AVAILABLE DATA Block Start
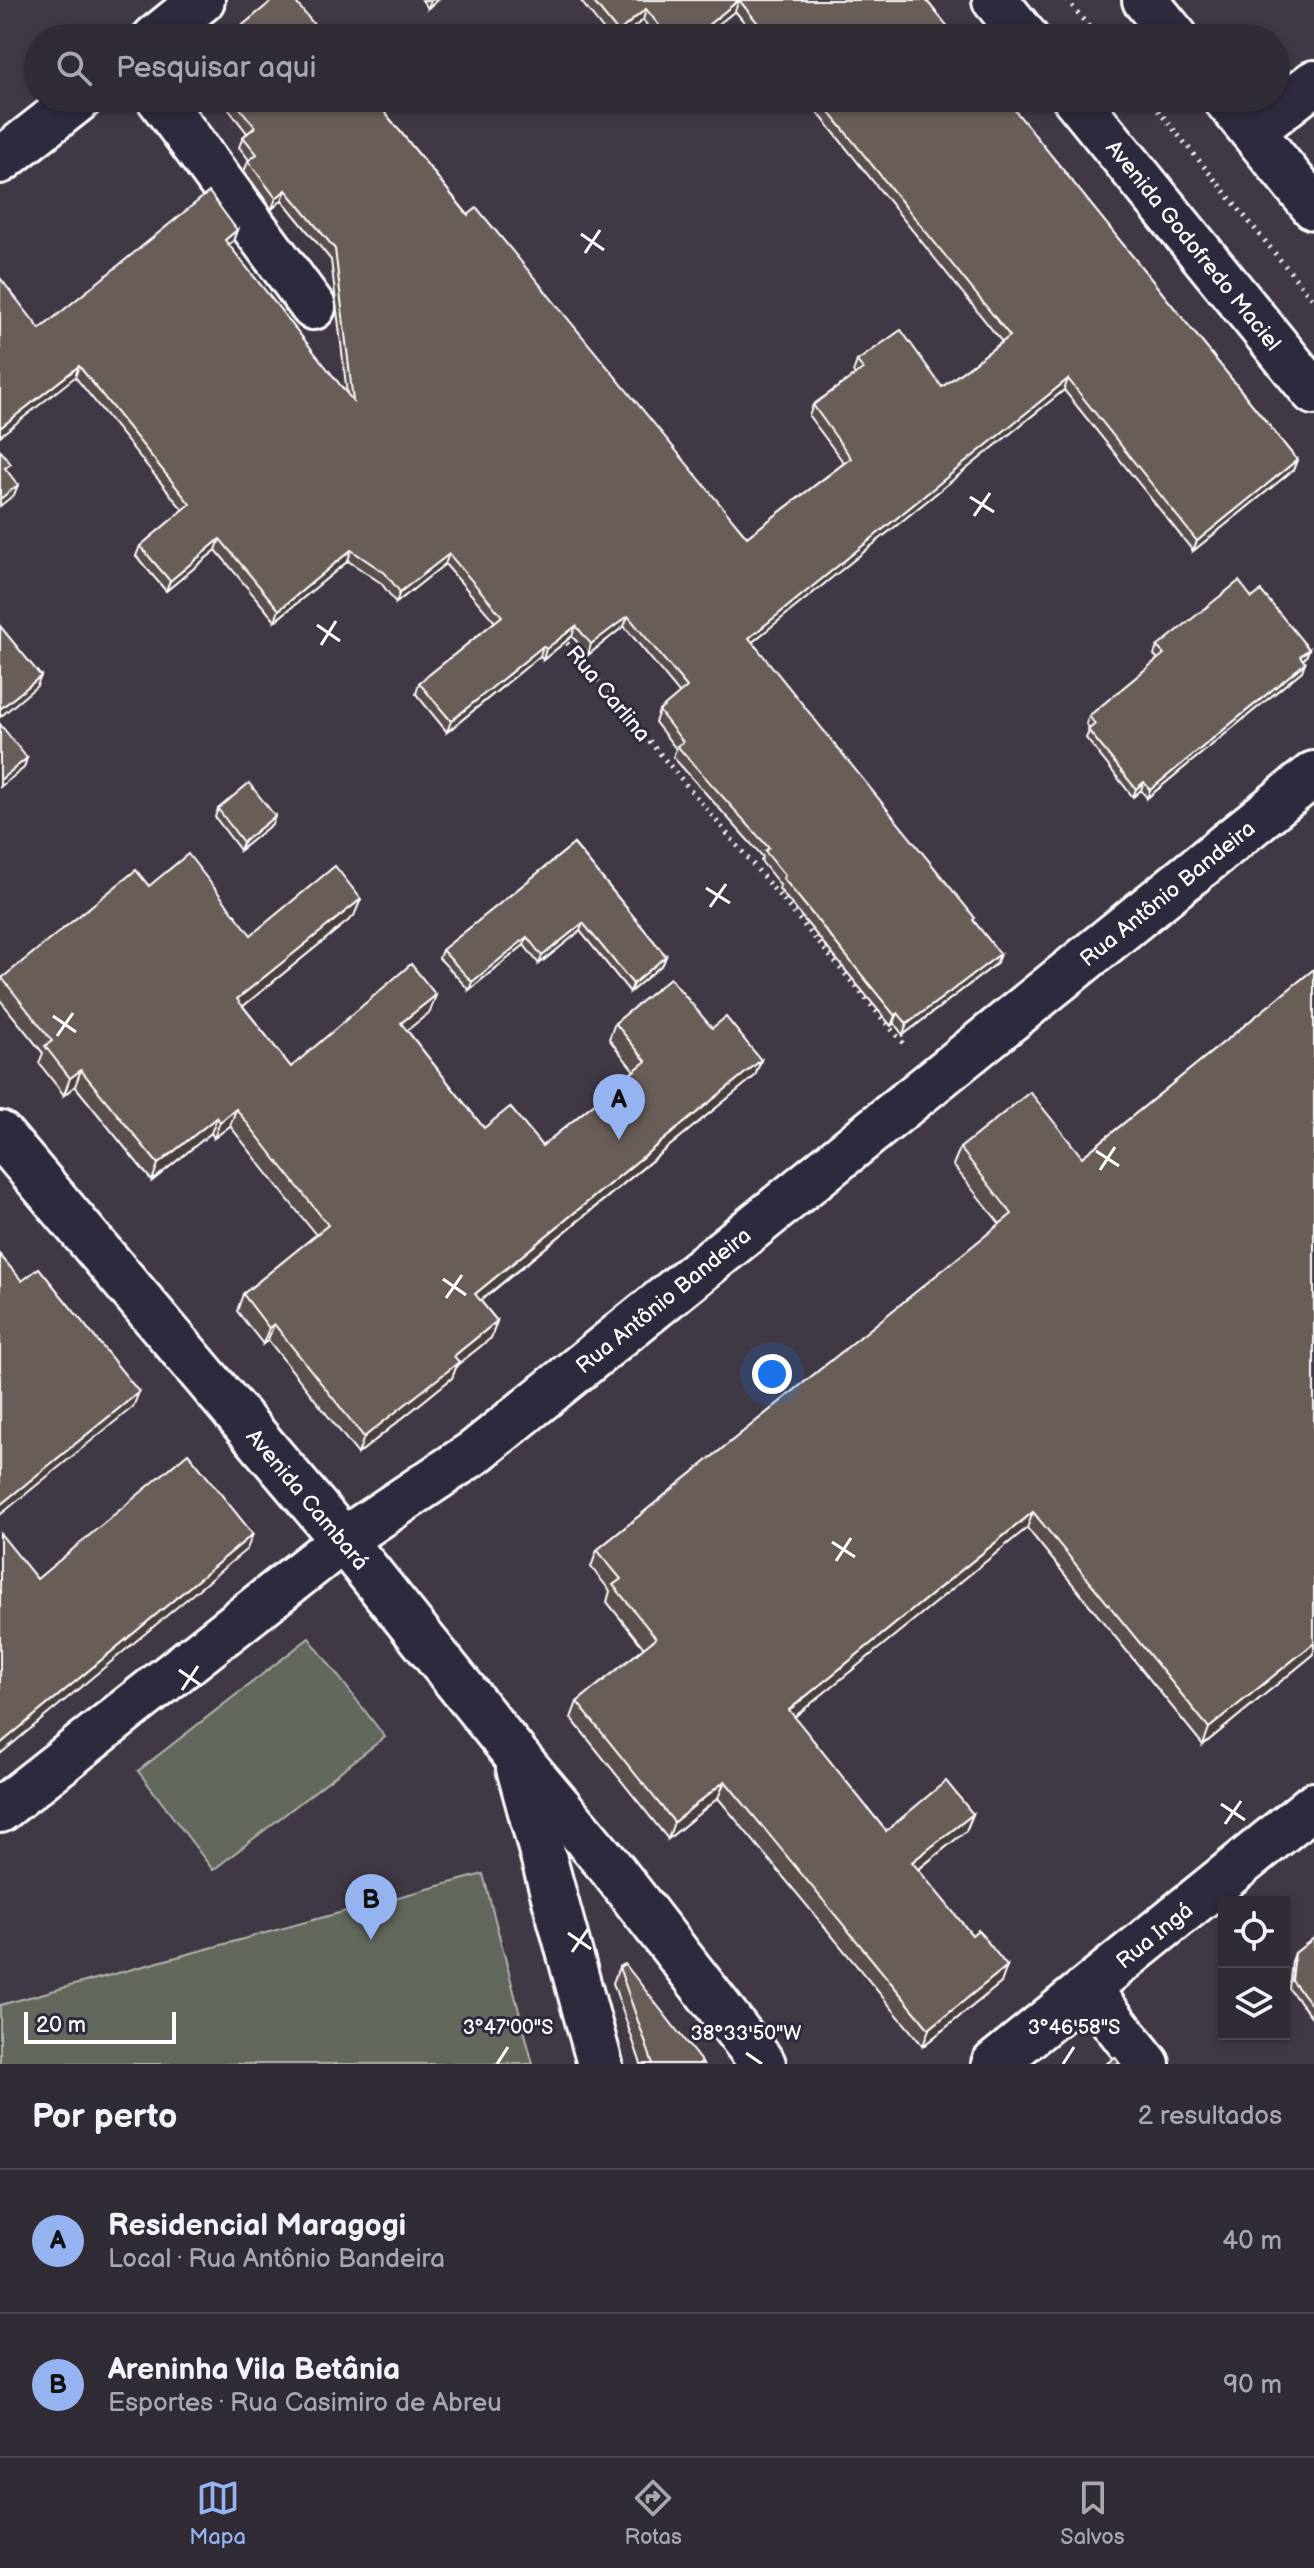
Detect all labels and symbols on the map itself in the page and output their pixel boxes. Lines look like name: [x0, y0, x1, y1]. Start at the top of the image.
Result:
street label: Avenida Godofredo Maciel: [1099, 135, 1286, 357]
street label: Rua Carlina: [560, 640, 656, 748]
street label: Rua Antônio Bandeira: [1075, 815, 1261, 973]
pin: A: [593, 1074, 645, 1140]
street label: Rua Antônio Bandeira: [571, 1222, 757, 1380]
your location: [752, 1354, 792, 1394]
street label: Avenida Cambará: [240, 1424, 374, 1576]
pin: B: [345, 1874, 397, 1940]
street label: Rua Ingá: [1111, 1897, 1199, 1975]
scale bar: [24, 2008, 176, 2044]
text: 3°47'00"S: [463, 2016, 553, 2040]
text: 3°46'58"S: [1028, 2016, 1120, 2040]
text: 38°33'50"W: [690, 2022, 802, 2046]

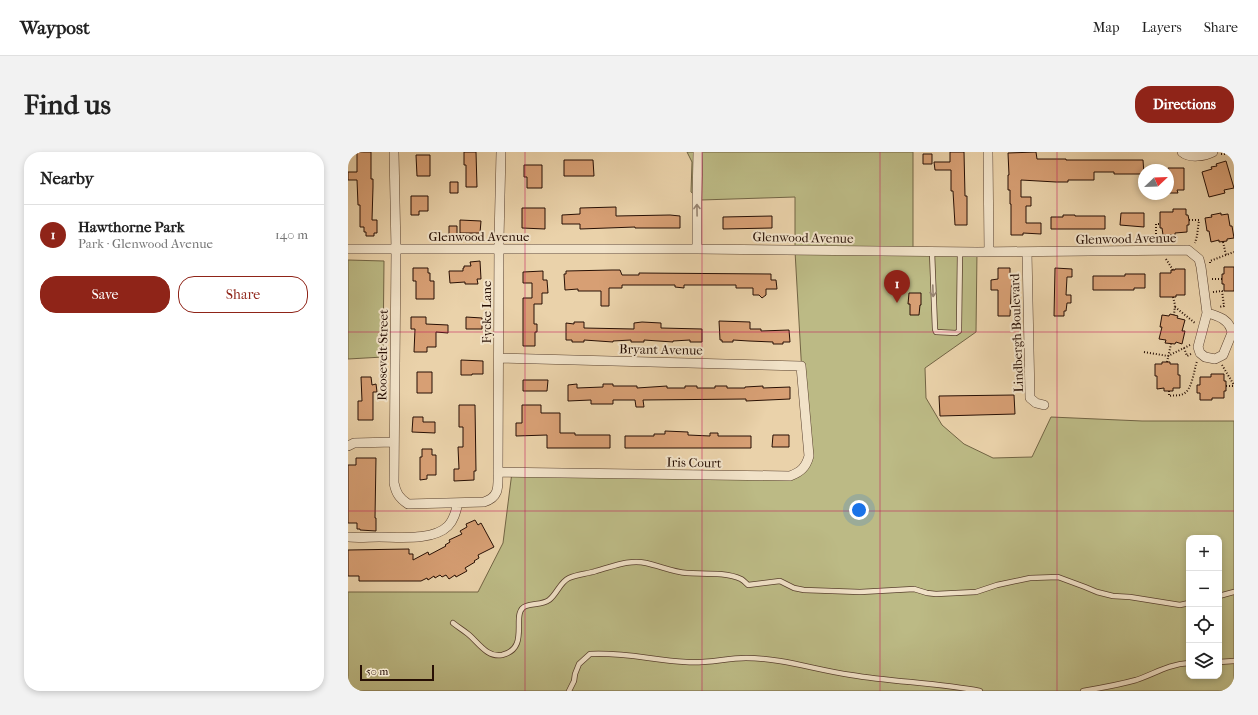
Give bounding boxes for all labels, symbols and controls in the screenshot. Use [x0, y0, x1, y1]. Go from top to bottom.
text: Waypost [20, 17, 90, 39]
text: Map [1093, 19, 1120, 36]
text: Layers [1142, 19, 1182, 36]
text: Share [1204, 19, 1238, 36]
button: Directions [1135, 86, 1234, 123]
text: Find us [24, 88, 111, 121]
north arrow [1138, 164, 1174, 200]
text: Nearby [40, 168, 94, 188]
one-way arrow [693, 204, 701, 217]
text: Hawthorne Park [78, 218, 184, 236]
text: 1 [51, 227, 55, 242]
text: 140 m [275, 227, 308, 242]
street label: Glenwood Avenue [429, 229, 530, 244]
street label: Glenwood Avenue [752, 229, 854, 246]
street label: Glenwood Avenue [1075, 230, 1177, 247]
text: Park · Glenwood Avenue [78, 236, 213, 251]
pin: 1 [884, 270, 910, 303]
street label: Lindbergh Boulevard [1007, 272, 1026, 393]
button: Save [40, 276, 170, 313]
button: Share [178, 276, 308, 313]
street label: Fycke Lane [479, 280, 494, 343]
one-way arrow [929, 284, 937, 297]
street label: Roosevelt Street [374, 309, 391, 401]
street label: Bryant Avenue [619, 341, 703, 358]
street label: Iris Court [666, 455, 722, 470]
your location [849, 500, 869, 520]
map controls [1186, 535, 1222, 679]
button: + [1186, 535, 1222, 571]
button: − [1186, 571, 1222, 607]
button: locate [1186, 607, 1222, 643]
button: layers [1186, 643, 1222, 679]
scale bar [360, 663, 434, 682]
text: 50 m [366, 665, 388, 678]

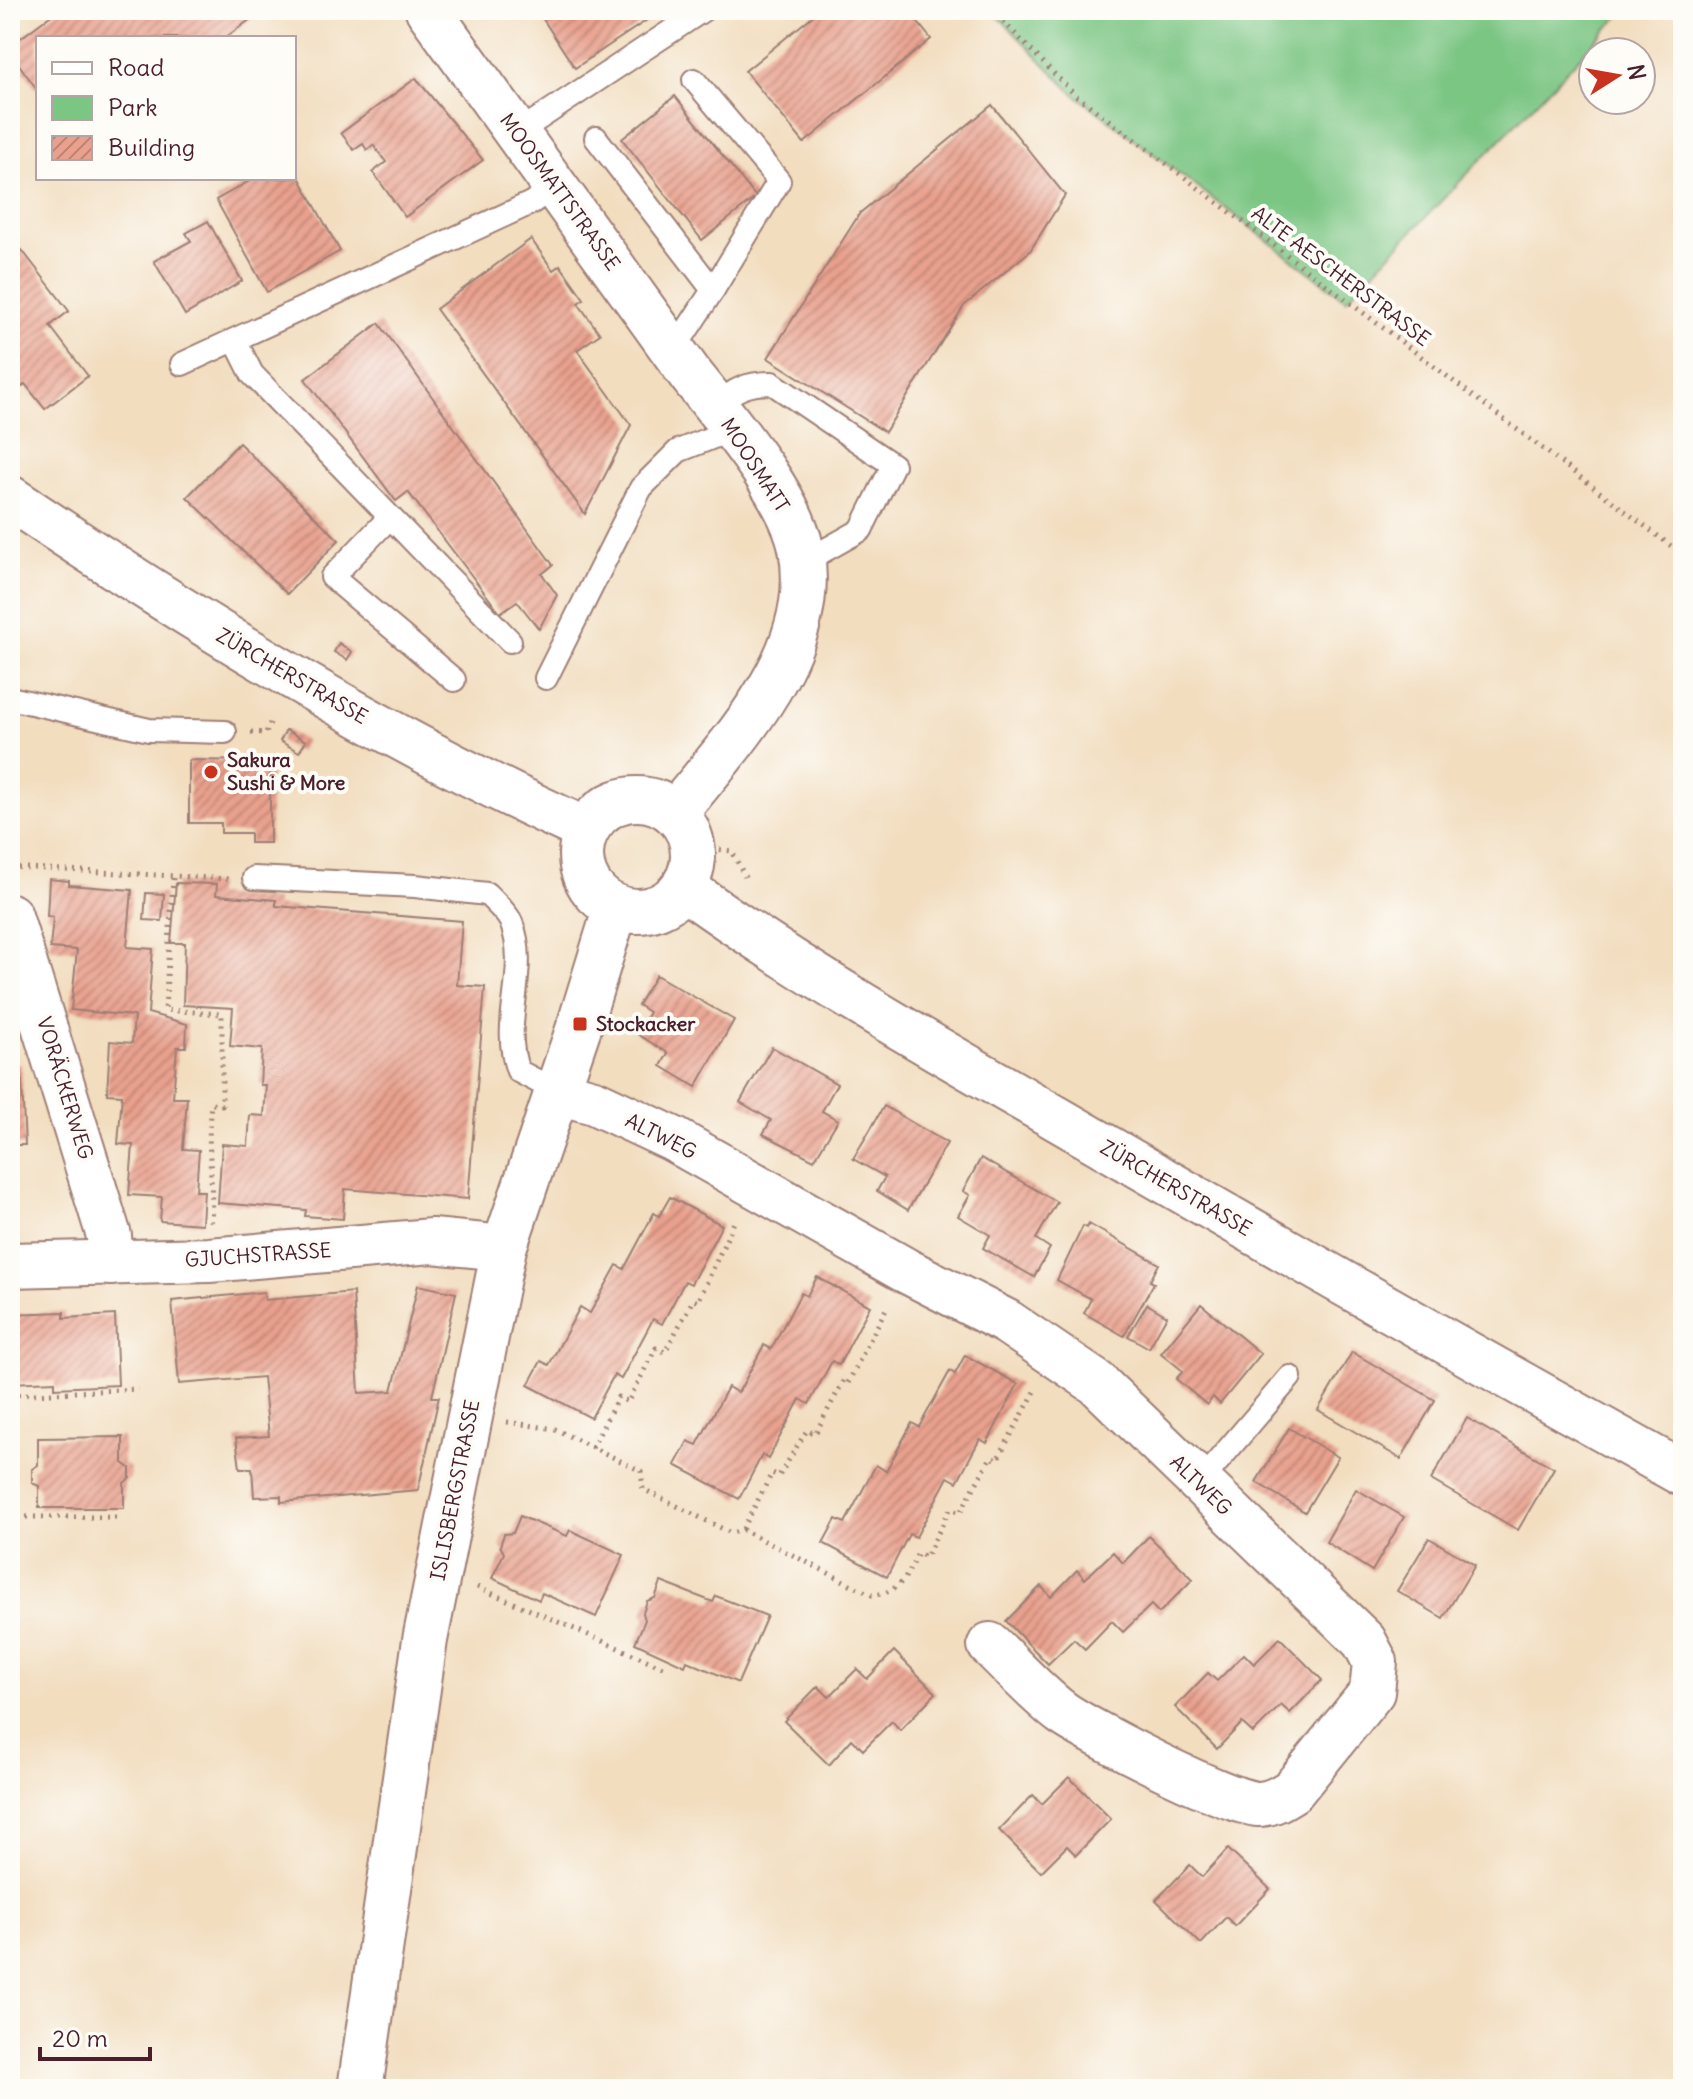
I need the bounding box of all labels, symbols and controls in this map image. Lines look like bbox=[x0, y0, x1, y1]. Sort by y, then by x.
legend bbox=[36, 36, 296, 180]
north arrow bbox=[1577, 36, 1657, 116]
text: Road bbox=[108, 52, 164, 82]
text: N bbox=[1621, 62, 1652, 82]
text: Park bbox=[108, 92, 158, 122]
street label: MOOSMATTSTRASSE bbox=[495, 108, 626, 275]
text: Building bbox=[108, 132, 195, 162]
street label: ALTE AESCHERSTRASSE bbox=[1247, 200, 1436, 351]
street label: MOOSMATT bbox=[716, 413, 795, 517]
street label: ZÜRCHERSTRASSE bbox=[212, 622, 372, 729]
place label: Sakura Sushi & More bbox=[227, 747, 346, 795]
marker: Sakura Sushi & More bbox=[202, 763, 220, 781]
place label: Stockacker bbox=[596, 1011, 696, 1036]
street label: VORÄCKERWEG bbox=[32, 1014, 99, 1162]
marker: Stockacker bbox=[571, 1015, 589, 1033]
street label: ALTWEG bbox=[622, 1107, 701, 1164]
street label: ZÜRCHERSTRASSE bbox=[1096, 1134, 1256, 1241]
street label: GJUCHSTRASSE bbox=[184, 1237, 332, 1272]
street label: ISLISBERGSTRASSE bbox=[425, 1397, 484, 1582]
street label: ALTWEG bbox=[1165, 1449, 1237, 1520]
scale bar bbox=[40, 2011, 150, 2061]
text: 20 m bbox=[52, 2023, 108, 2053]

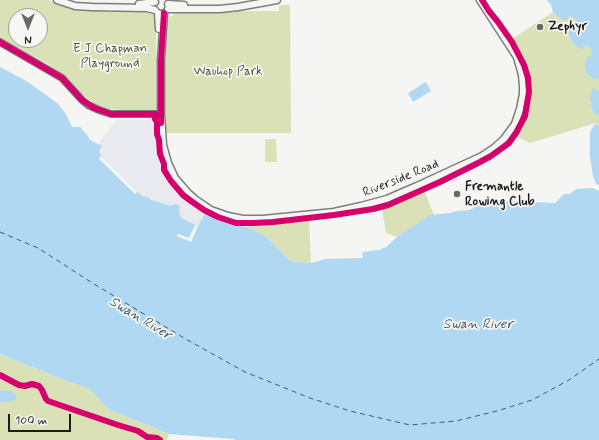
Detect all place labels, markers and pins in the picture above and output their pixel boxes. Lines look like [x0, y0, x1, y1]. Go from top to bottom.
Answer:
place label: Zephyr [548, 19, 587, 35]
marker: Zephyr [535, 22, 545, 32]
place label: Fremantle Rowing Club [465, 179, 535, 210]
marker: Fremantle Rowing Club [452, 189, 462, 199]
AVAILABLE DATA Block End
EXERCISE BRIEF - What lines in the records above include the string "output"? Copy each one.

RESPONSE BELOW -
Detect all labels and symbols on the map itself in the page and output their pixel boxes. Lines look like name: [x0, y0, x1, y1]. Start at the top of the image.
Detect all place labels, markers and pins in the picture above and output their pixel boxes. Lines look like [x0, y0, x1, y1]. Go from top to bottom.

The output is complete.